## [Prompt]
Filter the entries below down to the lines that hold "image".

[Stored items]
Start of Block

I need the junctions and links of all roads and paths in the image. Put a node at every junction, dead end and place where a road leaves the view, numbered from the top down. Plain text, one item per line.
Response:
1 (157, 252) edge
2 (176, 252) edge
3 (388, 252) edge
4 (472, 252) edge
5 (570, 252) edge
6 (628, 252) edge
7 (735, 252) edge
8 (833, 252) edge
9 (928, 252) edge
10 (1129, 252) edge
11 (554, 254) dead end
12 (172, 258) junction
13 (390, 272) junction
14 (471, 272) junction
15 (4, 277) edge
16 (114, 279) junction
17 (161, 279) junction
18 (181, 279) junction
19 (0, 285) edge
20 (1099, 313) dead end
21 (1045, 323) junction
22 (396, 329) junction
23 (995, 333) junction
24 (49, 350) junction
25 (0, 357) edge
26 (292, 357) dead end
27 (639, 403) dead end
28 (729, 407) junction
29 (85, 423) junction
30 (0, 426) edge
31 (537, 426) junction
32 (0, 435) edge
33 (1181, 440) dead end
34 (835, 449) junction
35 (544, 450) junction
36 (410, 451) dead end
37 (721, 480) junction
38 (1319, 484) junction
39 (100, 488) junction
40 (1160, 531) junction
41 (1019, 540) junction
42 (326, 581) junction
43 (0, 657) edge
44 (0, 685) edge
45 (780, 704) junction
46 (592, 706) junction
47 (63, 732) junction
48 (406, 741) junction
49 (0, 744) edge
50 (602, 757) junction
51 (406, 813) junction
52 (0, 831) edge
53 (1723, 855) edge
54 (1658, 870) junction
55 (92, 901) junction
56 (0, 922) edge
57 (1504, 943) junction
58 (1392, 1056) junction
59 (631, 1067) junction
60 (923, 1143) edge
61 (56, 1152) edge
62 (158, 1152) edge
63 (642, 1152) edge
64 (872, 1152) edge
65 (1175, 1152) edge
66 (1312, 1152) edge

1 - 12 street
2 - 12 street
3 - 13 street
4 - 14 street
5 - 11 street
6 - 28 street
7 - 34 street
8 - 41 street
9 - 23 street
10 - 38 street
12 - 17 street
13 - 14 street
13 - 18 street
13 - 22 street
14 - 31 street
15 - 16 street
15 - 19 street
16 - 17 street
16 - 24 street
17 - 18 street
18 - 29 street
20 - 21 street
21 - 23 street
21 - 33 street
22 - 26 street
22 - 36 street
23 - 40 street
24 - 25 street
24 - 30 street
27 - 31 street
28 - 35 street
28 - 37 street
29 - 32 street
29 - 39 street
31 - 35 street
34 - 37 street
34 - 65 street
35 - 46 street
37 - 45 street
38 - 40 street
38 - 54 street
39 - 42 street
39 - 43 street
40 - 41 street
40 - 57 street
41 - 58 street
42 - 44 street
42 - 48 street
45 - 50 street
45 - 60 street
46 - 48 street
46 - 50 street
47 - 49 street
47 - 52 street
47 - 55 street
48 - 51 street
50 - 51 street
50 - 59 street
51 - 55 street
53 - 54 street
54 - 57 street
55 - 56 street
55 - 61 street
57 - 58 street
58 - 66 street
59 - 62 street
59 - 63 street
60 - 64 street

End of Block
Start of Block

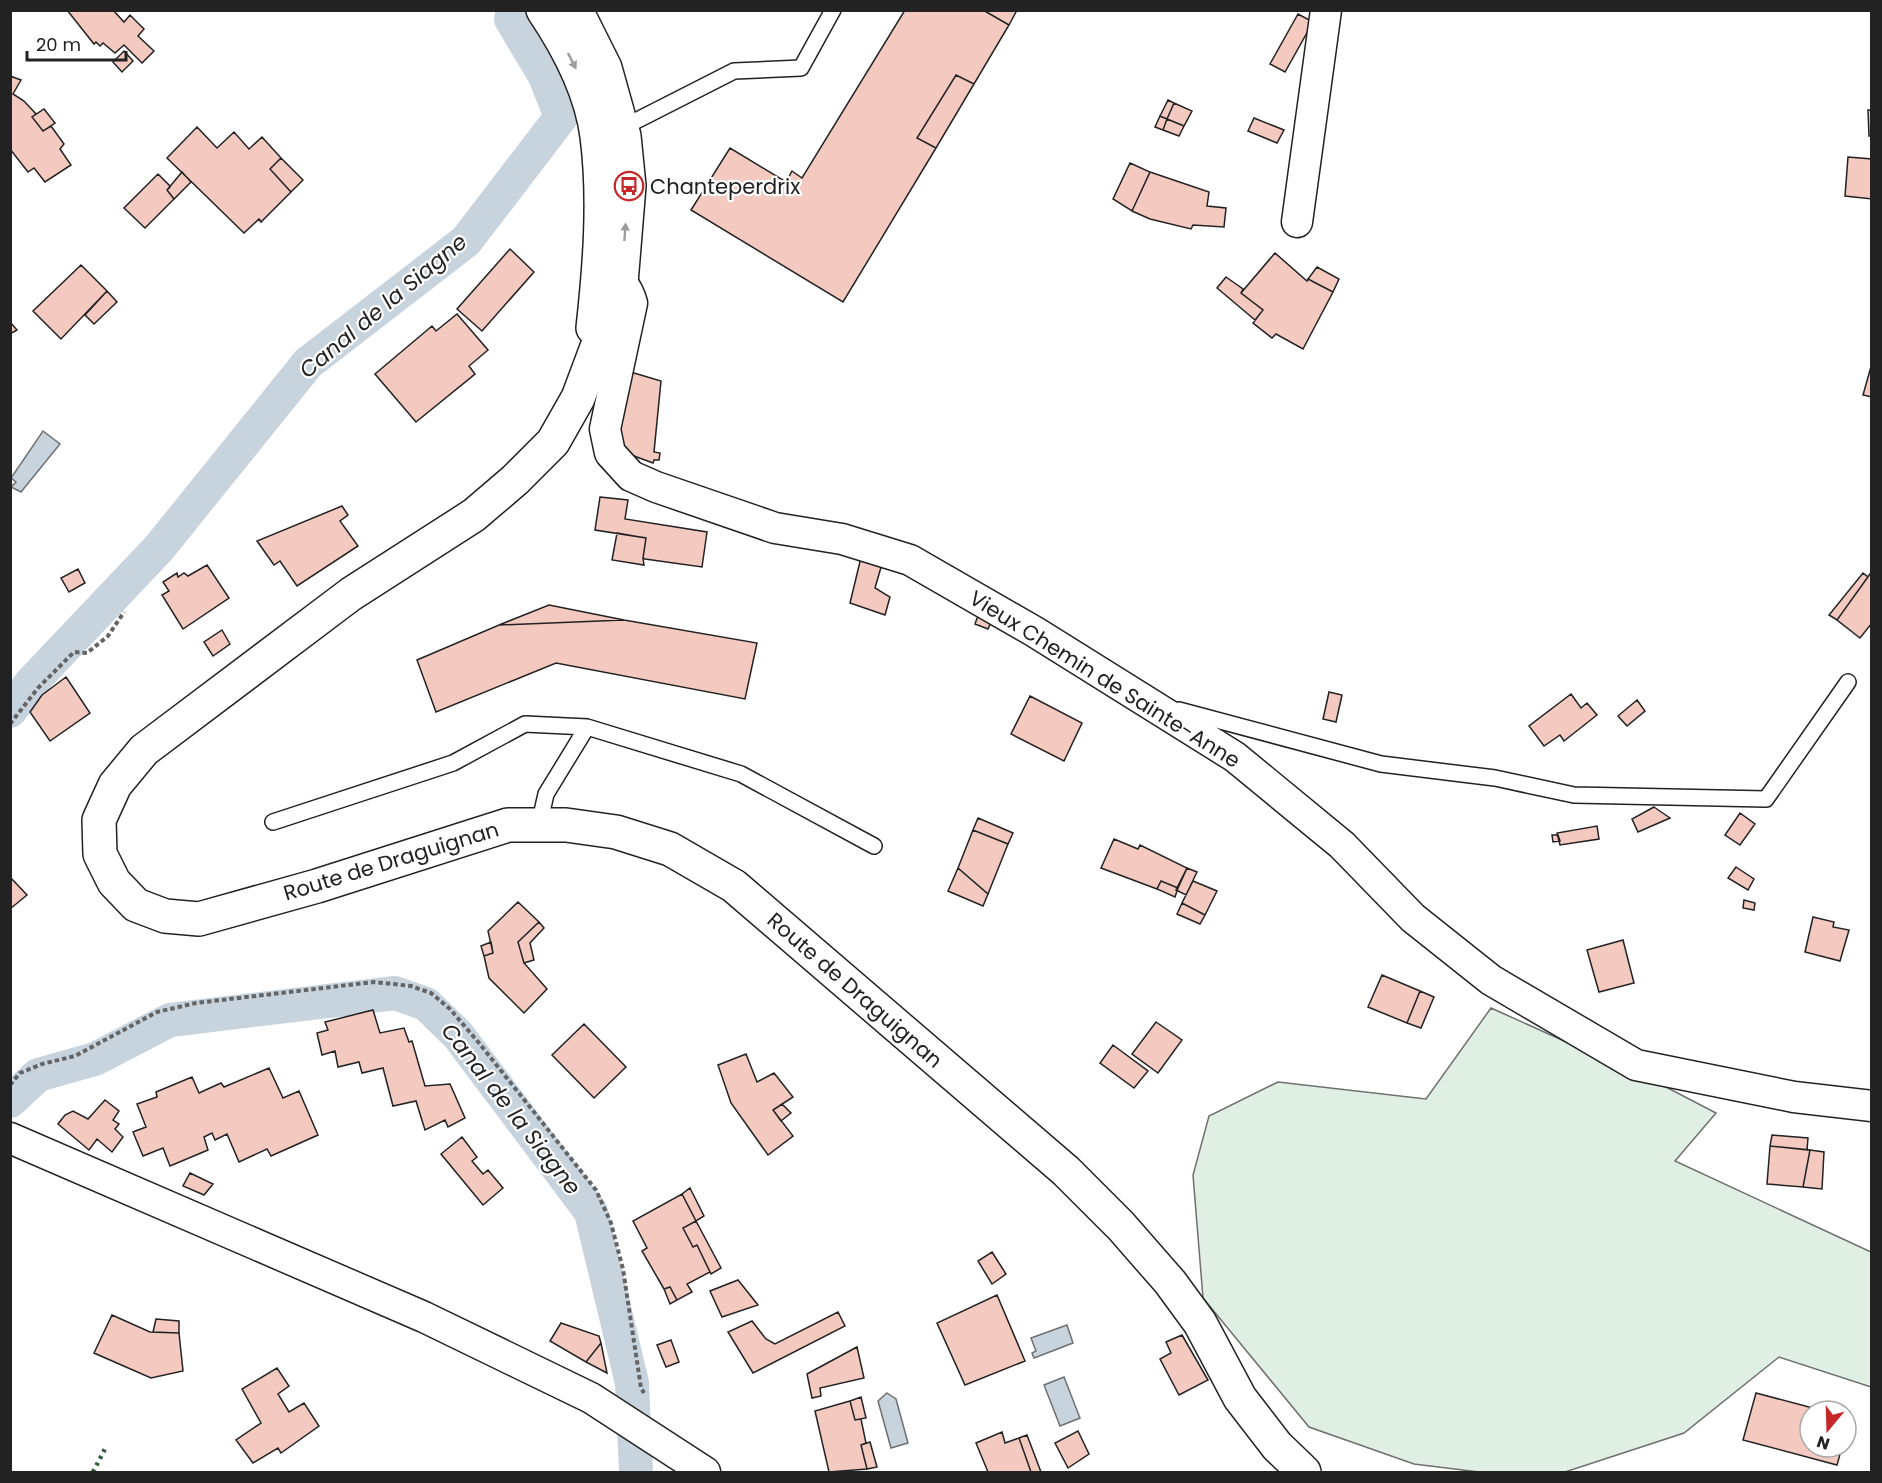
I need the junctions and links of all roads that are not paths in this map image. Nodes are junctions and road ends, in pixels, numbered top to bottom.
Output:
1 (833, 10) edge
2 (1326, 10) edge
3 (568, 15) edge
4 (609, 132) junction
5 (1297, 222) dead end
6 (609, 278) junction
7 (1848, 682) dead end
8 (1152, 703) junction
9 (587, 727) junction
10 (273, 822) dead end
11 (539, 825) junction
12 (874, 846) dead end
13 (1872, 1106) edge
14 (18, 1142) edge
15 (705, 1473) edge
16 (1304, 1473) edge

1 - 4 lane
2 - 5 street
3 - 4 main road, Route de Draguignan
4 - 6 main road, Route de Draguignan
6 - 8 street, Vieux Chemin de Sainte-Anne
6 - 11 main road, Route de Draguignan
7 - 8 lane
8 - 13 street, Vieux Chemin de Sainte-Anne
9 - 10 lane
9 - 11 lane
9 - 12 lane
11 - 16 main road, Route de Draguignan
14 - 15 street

End of Block

## [Expected answer]
I need the junctions and links of all roads and paths in the image. Put a node at every junction, dead end and place where a road leaves the view, numbered from the top down. Plain text, one item per line.
I need the junctions and links of all roads that are not paths in this map image. Nodes are junctions and road ends, in pixels, numbered top to bottom.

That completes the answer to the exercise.